═══ Dataset entries ═══

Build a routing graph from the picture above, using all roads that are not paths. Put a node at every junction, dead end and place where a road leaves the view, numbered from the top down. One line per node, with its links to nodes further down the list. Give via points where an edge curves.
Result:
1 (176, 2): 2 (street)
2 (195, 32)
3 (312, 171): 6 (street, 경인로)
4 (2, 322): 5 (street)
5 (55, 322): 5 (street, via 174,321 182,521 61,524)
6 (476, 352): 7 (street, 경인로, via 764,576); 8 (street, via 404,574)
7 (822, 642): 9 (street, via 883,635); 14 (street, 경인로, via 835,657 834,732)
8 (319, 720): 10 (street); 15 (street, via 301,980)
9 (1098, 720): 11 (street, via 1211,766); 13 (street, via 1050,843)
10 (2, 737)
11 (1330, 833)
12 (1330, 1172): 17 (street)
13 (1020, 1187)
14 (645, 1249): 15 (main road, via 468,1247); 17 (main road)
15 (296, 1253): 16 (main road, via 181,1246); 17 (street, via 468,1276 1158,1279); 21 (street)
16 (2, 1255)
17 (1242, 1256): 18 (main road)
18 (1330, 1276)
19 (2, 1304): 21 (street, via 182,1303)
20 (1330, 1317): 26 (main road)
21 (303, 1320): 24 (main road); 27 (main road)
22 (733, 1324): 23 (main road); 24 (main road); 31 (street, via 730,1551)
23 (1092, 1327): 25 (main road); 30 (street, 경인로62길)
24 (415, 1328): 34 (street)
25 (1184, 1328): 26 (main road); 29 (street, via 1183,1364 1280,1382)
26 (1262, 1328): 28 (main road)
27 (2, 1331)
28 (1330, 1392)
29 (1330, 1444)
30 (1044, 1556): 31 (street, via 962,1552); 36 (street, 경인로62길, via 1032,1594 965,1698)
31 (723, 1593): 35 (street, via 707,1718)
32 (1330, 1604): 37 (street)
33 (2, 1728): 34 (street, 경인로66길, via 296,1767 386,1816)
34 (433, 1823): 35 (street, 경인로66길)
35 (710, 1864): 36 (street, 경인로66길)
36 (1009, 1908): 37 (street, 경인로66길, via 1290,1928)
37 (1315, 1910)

═══

Search the data above for "main" and copy every line where it turns up.

14 (645, 1249): 15 (main road, via 468,1247); 17 (main road)
15 (296, 1253): 16 (main road, via 181,1246); 17 (street, via 468,1276 1158,1279); 21 (street)
17 (1242, 1256): 18 (main road)
20 (1330, 1317): 26 (main road)
21 (303, 1320): 24 (main road); 27 (main road)
22 (733, 1324): 23 (main road); 24 (main road); 31 (street, via 730,1551)
23 (1092, 1327): 25 (main road); 30 (street, 경인로62길)
25 (1184, 1328): 26 (main road); 29 (street, via 1183,1364 1280,1382)
26 (1262, 1328): 28 (main road)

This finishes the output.